La nécessité morale de l’État chez Kant

·

    1. Introduction
    Si il serait exagéré de dire que la question de la légitimité de l’État est la question la plus importante de la philosophie politique, il s’agit néanmoins d’une des discussions les plus discuté avec des positions avec d’un côté une position critique de l’état, représenté par les anarchistes et les libertariens, et d’autre voyant une nécessité à ce dernier, comme chez Aristote car constitutif de l’être humain ou chez Thomas Hobbes pour des raisons instrumentales. Si il ne fait que peu de doute qu’Emmanuel Kant se situe dans la deuxième catégorique, le philosophe de Königsberg justifie cette nécessité, en parti, par la morale et, par l’article ici présent, je veux expliquer cette justification en analysant la morale kantienne, ainsi que les concepts qui lui sont attachés comme la volonté et le concept d’État. Par la suite, je m’interrogerai sur la question de la nécessité de l’État sur deux aspects : La possibilité de son existence et est-ce que celui-ci est souhaitable.

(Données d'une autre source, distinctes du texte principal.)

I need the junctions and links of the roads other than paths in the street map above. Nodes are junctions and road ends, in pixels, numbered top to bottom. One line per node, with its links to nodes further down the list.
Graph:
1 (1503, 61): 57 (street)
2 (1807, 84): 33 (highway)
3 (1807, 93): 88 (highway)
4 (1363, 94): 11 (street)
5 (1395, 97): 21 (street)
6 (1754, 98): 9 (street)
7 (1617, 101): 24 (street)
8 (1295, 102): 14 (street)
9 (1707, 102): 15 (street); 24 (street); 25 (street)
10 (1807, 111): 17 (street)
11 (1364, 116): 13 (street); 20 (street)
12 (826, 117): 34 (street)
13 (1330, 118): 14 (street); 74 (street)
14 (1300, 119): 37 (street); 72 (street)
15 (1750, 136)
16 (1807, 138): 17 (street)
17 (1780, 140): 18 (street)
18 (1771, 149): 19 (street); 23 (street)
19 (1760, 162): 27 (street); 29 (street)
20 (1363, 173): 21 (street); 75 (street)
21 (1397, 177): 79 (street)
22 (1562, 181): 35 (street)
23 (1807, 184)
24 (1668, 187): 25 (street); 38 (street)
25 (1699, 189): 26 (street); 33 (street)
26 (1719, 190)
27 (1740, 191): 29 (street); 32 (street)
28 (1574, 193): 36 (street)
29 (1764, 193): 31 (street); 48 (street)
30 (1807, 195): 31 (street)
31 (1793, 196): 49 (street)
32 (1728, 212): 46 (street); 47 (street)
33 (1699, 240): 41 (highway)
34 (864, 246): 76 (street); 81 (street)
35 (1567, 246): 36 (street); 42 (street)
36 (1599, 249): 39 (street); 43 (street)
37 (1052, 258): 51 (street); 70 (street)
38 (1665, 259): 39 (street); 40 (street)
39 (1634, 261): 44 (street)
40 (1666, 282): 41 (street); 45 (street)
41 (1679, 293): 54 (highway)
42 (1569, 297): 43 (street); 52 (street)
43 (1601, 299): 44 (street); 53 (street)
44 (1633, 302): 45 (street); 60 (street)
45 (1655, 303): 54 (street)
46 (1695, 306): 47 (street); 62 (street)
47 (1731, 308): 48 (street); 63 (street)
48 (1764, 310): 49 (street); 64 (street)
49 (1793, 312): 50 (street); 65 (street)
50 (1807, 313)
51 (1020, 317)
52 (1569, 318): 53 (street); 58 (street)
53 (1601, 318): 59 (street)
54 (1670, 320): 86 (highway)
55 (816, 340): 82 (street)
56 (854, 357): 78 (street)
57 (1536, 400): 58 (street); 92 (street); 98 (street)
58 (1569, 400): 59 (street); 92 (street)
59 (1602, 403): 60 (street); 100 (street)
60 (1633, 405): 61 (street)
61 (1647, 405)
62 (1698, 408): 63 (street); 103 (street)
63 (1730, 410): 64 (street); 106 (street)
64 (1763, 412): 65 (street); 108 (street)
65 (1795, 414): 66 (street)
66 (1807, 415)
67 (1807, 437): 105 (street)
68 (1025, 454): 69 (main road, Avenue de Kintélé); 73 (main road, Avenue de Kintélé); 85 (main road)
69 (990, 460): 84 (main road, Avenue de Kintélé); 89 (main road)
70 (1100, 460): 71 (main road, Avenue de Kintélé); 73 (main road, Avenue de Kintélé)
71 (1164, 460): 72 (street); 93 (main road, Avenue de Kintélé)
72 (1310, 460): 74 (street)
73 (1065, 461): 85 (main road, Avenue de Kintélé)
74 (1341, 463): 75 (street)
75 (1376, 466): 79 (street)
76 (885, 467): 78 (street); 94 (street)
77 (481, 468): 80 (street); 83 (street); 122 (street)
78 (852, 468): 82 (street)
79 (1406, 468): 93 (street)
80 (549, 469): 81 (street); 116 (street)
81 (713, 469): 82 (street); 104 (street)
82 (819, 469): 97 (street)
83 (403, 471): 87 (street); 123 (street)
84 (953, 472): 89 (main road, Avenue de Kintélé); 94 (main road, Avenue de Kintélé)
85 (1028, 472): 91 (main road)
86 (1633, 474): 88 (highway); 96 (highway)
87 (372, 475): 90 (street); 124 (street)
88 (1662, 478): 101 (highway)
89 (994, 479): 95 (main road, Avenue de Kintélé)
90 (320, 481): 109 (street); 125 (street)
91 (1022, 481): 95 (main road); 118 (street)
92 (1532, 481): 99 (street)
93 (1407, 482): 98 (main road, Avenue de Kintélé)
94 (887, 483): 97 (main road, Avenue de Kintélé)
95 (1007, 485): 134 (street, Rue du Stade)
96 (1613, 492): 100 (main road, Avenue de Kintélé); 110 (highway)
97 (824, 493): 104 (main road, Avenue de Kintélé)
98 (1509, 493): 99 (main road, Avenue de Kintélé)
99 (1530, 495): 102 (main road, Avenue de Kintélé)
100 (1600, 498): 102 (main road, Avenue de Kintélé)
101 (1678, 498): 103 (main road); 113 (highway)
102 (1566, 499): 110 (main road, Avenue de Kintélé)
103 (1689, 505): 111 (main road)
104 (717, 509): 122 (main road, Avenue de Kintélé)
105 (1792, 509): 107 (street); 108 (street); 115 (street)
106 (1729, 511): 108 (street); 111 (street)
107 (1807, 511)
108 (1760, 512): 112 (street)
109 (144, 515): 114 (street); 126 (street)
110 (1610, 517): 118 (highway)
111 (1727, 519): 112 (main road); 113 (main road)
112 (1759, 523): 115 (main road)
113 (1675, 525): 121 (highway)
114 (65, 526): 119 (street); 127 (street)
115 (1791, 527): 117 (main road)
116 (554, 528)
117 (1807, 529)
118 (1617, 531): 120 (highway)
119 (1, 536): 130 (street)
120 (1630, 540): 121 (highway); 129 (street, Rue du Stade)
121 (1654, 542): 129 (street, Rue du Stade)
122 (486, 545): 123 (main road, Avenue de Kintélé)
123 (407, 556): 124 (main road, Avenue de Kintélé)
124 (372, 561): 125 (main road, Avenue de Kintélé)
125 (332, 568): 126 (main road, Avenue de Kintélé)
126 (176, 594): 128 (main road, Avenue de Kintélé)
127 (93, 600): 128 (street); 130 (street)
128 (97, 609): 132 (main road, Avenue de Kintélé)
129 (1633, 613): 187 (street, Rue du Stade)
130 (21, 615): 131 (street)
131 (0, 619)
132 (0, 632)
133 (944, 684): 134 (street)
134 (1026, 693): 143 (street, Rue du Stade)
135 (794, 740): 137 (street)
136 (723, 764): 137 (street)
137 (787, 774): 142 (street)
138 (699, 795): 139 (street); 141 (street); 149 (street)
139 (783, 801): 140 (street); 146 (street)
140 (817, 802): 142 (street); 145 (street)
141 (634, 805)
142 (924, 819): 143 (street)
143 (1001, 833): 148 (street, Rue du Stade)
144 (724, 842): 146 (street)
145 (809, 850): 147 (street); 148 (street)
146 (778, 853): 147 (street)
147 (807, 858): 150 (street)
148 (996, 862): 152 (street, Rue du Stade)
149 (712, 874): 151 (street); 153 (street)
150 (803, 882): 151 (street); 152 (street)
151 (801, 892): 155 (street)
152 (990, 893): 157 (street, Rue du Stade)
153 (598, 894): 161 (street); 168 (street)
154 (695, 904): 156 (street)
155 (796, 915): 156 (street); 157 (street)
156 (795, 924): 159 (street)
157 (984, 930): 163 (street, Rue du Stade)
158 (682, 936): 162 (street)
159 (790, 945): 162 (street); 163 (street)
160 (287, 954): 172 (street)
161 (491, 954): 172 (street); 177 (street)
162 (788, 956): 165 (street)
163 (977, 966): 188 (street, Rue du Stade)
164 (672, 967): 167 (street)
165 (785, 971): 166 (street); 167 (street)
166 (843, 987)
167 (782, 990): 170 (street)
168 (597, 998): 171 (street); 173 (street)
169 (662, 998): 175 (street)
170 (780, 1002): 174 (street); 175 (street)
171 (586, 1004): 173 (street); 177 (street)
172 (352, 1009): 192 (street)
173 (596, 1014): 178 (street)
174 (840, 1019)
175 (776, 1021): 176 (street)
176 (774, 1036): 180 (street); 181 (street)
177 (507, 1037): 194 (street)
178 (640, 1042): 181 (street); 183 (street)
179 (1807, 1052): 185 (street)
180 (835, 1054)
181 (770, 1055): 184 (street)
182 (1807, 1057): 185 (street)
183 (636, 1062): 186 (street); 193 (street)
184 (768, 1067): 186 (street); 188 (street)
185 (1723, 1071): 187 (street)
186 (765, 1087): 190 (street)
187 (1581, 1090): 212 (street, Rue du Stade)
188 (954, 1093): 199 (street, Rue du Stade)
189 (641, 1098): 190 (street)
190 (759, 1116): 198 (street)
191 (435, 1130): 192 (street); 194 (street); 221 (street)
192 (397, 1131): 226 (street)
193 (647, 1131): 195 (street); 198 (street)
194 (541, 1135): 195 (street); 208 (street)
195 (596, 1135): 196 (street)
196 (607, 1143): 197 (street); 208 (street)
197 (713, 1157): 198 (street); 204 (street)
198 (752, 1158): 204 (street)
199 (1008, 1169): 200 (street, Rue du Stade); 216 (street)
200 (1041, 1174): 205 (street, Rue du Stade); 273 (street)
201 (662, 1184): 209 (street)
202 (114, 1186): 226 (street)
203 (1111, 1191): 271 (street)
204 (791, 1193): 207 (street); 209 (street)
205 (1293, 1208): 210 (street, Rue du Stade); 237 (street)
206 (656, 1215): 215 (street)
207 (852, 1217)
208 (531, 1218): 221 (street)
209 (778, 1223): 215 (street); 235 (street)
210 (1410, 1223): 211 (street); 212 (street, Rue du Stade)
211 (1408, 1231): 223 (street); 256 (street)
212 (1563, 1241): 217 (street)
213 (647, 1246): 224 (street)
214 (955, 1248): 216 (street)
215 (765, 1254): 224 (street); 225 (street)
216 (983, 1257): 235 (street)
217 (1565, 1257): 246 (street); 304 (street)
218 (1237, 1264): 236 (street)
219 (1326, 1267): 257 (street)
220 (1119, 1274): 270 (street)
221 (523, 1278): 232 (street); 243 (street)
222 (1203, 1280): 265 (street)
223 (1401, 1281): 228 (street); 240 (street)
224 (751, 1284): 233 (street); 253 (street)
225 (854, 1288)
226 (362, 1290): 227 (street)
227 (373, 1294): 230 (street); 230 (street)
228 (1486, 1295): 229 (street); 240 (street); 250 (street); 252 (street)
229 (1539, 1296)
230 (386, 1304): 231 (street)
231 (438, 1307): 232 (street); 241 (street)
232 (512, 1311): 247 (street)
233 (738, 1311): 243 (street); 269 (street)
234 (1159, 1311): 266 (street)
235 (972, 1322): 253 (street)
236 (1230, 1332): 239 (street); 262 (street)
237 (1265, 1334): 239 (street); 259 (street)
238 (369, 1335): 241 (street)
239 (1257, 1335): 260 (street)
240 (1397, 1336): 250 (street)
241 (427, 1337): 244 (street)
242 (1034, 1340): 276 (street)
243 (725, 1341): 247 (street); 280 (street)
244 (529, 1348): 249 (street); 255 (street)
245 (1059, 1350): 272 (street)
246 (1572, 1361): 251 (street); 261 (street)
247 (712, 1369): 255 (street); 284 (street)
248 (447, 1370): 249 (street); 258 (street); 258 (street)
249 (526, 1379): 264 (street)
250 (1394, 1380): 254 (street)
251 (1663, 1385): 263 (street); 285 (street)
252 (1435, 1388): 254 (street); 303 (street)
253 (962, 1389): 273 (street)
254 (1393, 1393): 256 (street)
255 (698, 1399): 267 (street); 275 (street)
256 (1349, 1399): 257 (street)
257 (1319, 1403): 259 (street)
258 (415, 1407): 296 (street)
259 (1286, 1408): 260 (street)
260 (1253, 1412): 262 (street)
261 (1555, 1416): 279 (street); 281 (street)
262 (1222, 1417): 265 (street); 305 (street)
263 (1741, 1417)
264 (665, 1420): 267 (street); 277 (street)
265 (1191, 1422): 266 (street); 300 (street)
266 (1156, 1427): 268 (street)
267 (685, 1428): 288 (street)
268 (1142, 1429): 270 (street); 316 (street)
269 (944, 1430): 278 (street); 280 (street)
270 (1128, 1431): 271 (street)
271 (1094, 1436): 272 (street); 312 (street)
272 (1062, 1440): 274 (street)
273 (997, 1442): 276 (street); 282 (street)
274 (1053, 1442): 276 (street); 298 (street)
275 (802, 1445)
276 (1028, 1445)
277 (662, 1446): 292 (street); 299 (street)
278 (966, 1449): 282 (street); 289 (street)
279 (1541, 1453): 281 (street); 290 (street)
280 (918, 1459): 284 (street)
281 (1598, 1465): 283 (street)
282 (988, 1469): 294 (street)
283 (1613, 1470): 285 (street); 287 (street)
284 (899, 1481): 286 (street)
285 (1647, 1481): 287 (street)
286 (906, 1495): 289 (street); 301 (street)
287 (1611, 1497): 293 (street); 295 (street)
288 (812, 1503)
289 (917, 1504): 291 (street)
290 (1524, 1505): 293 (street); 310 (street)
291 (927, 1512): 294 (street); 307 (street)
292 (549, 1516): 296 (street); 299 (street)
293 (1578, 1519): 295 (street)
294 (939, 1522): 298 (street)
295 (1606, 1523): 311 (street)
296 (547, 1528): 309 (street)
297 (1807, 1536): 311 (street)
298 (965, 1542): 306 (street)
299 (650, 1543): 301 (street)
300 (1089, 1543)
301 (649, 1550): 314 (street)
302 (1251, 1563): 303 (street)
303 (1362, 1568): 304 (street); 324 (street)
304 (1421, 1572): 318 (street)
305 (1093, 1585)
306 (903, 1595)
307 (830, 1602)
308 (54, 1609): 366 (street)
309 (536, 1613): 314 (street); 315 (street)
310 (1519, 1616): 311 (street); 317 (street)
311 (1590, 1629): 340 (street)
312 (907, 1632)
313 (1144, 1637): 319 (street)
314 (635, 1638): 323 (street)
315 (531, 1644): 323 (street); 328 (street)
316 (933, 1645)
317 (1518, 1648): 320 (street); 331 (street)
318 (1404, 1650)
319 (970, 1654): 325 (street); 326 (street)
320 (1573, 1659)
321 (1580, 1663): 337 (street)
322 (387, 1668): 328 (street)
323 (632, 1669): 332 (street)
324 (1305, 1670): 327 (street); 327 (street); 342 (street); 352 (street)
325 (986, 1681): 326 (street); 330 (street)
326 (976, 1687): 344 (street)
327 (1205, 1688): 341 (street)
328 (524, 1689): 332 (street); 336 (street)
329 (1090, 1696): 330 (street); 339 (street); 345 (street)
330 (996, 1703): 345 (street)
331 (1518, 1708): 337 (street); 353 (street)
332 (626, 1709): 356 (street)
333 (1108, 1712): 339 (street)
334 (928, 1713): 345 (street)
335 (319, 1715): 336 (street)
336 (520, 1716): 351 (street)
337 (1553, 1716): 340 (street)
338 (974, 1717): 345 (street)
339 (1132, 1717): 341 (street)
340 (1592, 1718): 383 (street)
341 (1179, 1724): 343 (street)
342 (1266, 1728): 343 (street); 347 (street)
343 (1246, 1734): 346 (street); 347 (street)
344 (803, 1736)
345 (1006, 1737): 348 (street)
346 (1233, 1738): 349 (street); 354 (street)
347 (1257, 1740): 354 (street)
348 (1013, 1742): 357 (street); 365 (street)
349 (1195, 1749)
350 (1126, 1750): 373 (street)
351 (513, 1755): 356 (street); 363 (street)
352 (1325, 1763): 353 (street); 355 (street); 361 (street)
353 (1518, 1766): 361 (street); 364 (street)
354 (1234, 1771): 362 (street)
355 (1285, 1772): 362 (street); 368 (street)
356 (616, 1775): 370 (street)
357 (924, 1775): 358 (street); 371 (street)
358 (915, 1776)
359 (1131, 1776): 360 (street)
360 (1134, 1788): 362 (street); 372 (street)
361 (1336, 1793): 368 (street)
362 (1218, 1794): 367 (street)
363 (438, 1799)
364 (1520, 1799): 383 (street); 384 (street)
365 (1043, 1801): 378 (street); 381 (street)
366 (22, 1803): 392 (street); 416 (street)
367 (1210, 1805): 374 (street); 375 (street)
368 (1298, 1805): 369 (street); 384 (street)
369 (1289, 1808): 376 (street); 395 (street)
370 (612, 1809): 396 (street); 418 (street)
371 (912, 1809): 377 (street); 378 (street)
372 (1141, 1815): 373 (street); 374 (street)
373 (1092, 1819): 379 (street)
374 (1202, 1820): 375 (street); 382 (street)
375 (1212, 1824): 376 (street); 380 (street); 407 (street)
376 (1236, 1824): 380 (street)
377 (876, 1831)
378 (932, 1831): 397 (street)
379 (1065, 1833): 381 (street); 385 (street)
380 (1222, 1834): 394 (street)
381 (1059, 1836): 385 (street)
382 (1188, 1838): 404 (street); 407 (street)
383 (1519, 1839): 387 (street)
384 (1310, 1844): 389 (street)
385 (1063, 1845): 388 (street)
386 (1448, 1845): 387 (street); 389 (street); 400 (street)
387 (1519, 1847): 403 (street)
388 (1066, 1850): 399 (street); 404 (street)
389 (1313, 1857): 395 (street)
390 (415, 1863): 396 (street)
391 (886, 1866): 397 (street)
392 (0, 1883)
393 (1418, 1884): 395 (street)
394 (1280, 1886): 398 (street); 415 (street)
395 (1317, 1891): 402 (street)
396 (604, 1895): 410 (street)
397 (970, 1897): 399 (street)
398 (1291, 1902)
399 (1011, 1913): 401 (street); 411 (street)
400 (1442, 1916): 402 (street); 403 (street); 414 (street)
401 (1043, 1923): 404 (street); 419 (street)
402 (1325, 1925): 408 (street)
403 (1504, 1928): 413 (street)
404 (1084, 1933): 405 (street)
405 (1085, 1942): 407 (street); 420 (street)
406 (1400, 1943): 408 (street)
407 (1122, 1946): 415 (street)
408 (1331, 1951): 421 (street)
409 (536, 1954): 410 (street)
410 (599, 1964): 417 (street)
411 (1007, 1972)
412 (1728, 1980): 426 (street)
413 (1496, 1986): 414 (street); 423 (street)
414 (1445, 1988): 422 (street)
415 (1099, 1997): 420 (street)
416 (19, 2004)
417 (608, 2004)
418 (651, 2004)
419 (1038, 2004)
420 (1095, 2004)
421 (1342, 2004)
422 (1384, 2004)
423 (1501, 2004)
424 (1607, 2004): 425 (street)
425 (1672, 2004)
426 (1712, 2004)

    2. La morale kantienne
    Au fondement de la morale Kantienne se trouve d’impératif catégorique que l’on peut résumer par : « Agis uniquement d'après la maxime qui fait que tu peux vouloir en même temps qu'elle devienne une loi universelle.» (Fondement de la métaphysique des mœurs - Sauf mention contraire, tous les ouvrages cités sont d’Emmanuel Kant).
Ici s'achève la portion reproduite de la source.